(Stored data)

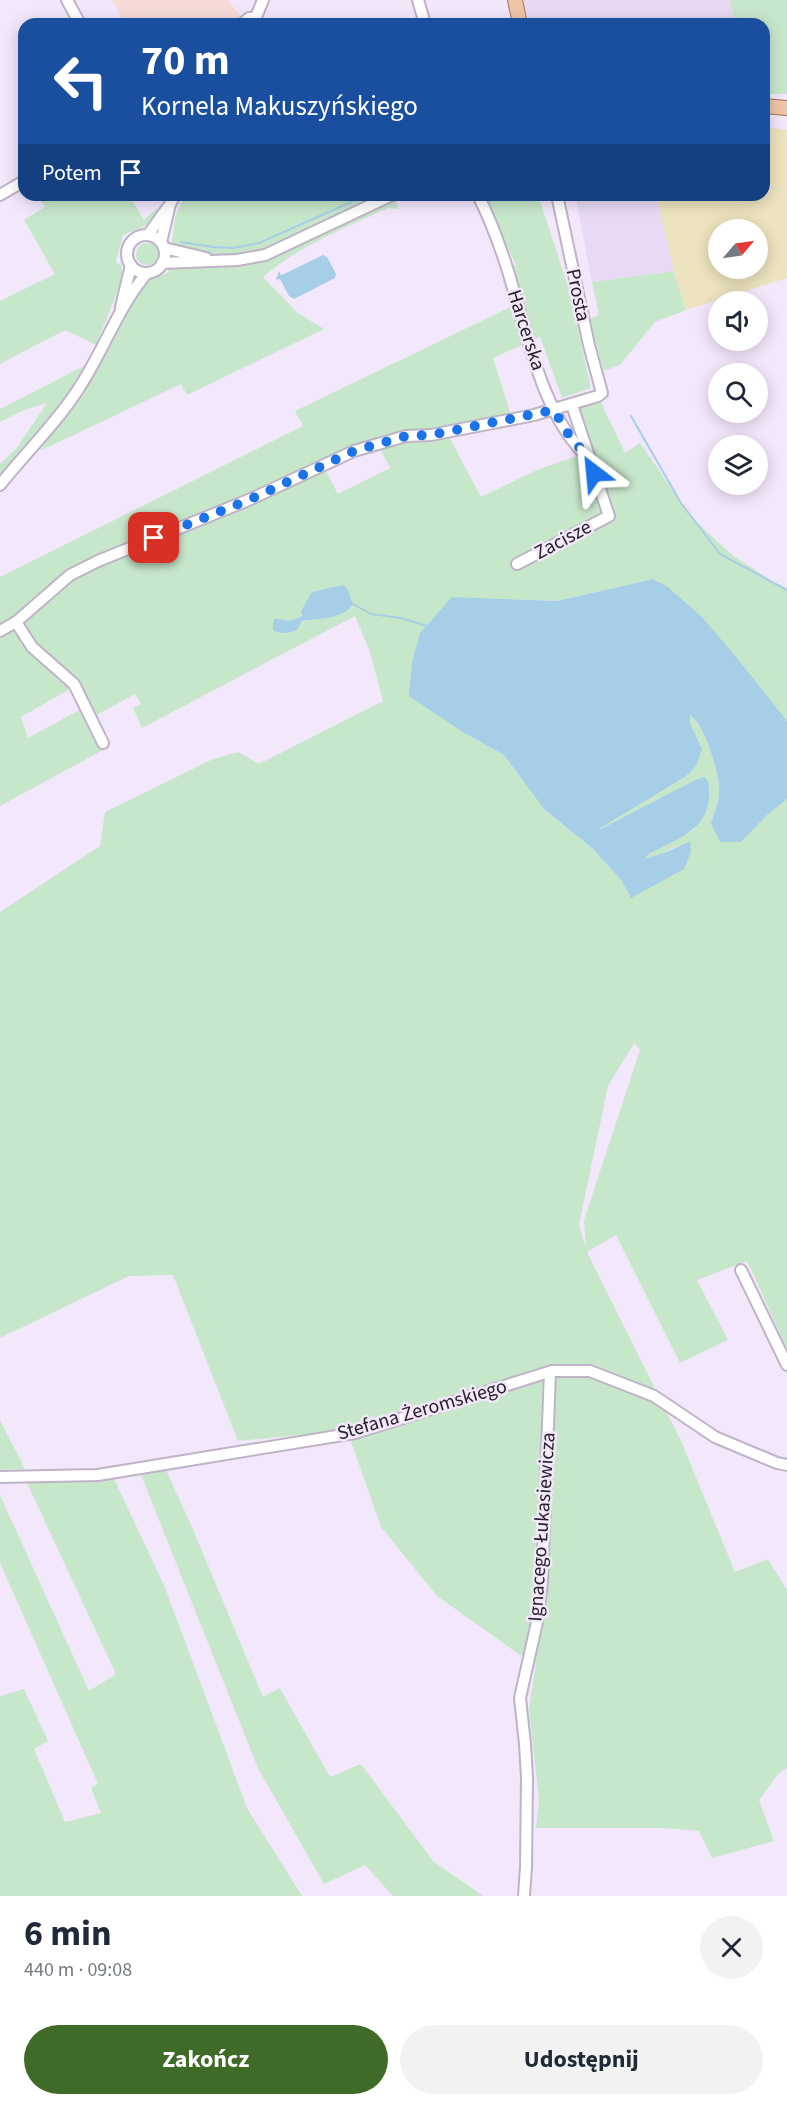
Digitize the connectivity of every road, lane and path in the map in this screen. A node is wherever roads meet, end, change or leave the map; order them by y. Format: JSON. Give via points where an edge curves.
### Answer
{"nodes":[{"id":1,"x":67,"y":0,"type":"edge"},
{"id":2,"x":263,"y":0,"type":"edge"},
{"id":3,"x":418,"y":0,"type":"edge"},
{"id":4,"x":515,"y":0,"type":"edge"},
{"id":5,"x":77,"y":18,"type":"edge"},
{"id":6,"x":255,"y":18,"type":"edge"},
{"id":7,"x":423,"y":18,"type":"edge"},
{"id":8,"x":519,"y":18,"type":"edge"},
{"id":9,"x":770,"y":107,"type":"edge"},
{"id":10,"x":787,"y":108,"type":"edge"},
{"id":11,"x":18,"y":183,"type":"edge"},
{"id":12,"x":2,"y":190,"type":"edge"},
{"id":13,"x":172,"y":201,"type":"edge"},
{"id":14,"x":173,"y":201,"type":"edge"},
{"id":15,"x":379,"y":201,"type":"edge"},
{"id":16,"x":481,"y":201,"type":"edge"},
{"id":17,"x":558,"y":201,"type":"edge"},
{"id":18,"x":148,"y":235,"type":"junction"},
{"id":19,"x":162,"y":245,"type":"junction"},
{"id":20,"x":212,"y":260,"type":"junction"},
{"id":21,"x":162,"y":263,"type":"junction"},
{"id":22,"x":131,"y":265,"type":"junction"},
{"id":23,"x":147,"y":273,"type":"junction"},
{"id":24,"x":121,"y":310,"type":"junction"},
{"id":25,"x":572,"y":405,"type":"junction"},
{"id":26,"x":554,"y":410,"type":"junction"},
{"id":27,"x":589,"y":458,"type":"junction"},
{"id":28,"x":0,"y":485,"type":"edge"},
{"id":29,"x":609,"y":516,"type":"joint"},
{"id":30,"x":517,"y":564,"type":"dead end"},
{"id":31,"x":16,"y":622,"type":"junction"},
{"id":32,"x":0,"y":632,"type":"edge"},
{"id":33,"x":103,"y":743,"type":"dead end"},
{"id":34,"x":741,"y":1270,"type":"dead end"},
{"id":35,"x":787,"y":1365,"type":"edge"},
{"id":36,"x":550,"y":1372,"type":"junction"},
{"id":37,"x":787,"y":1466,"type":"edge"},
{"id":38,"x":0,"y":1477,"type":"edge"},
{"id":39,"x":524,"y":1896,"type":"edge"}],
"edges":[{"from":1,"to":5,"type":"street"},
{"from":2,"to":6,"type":"street"},
{"from":3,"to":7,"type":"street"},
{"from":4,"to":8,"type":"main road"},
{"from":9,"to":10,"type":"main road"},
{"from":11,"to":12,"type":"street"},
{"from":13,"to":18,"type":"street"},
{"from":14,"to":19,"type":"street"},
{"from":15,"to":20,"type":"street","via":[[265,255],[245,260]]},
{"from":16,"to":26,"type":"street","name":"Harcerska"},
{"from":17,"to":25,"type":"street","name":"Prosta","via":[[602,393]]},
{"from":18,"to":19,"type":"street"},
{"from":18,"to":22,"type":"street","via":[[129,246]]},
{"from":19,"to":20,"type":"street"},
{"from":19,"to":21,"type":"street"},
{"from":20,"to":21,"type":"street"},
{"from":21,"to":23,"type":"street"},
{"from":22,"to":23,"type":"street"},
{"from":22,"to":24,"type":"street"},
{"from":23,"to":24,"type":"street"},
{"from":24,"to":28,"type":"street","via":[[72,399]]},
{"from":25,"to":26,"type":"street"},
{"from":25,"to":27,"type":"street","name":"Harcerska"},
{"from":26,"to":27,"type":"street","name":"Harcerska"},
{"from":26,"to":31,"type":"street","via":[[431,435],[406,436],[354,451],[70,575]]},
{"from":27,"to":29,"type":"street","name":"Harcerska"},
{"from":29,"to":30,"type":"street","name":"Zacisze"},
{"from":31,"to":32,"type":"street"},
{"from":31,"to":33,"type":"street","via":[[30,645],[74,684]]},
{"from":34,"to":35,"type":"street"},
{"from":36,"to":37,"type":"street","name":"Stefana Żeromskiego","via":[[590,1371],[654,1396],[715,1437]]},
{"from":36,"to":38,"type":"street","name":"Stefana Żeromskiego","via":[[355,1433],[98,1475]]},
{"from":36,"to":39,"type":"street","name":"Ignacego Łukasiewicza","via":[[542,1582],[520,1698],[527,1768]]}]}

▶ **Goal of the exercise**:
Total the lines of the data that include the word "Harcerska", and give that total as the sole response.

▶ **Result for this task**:
4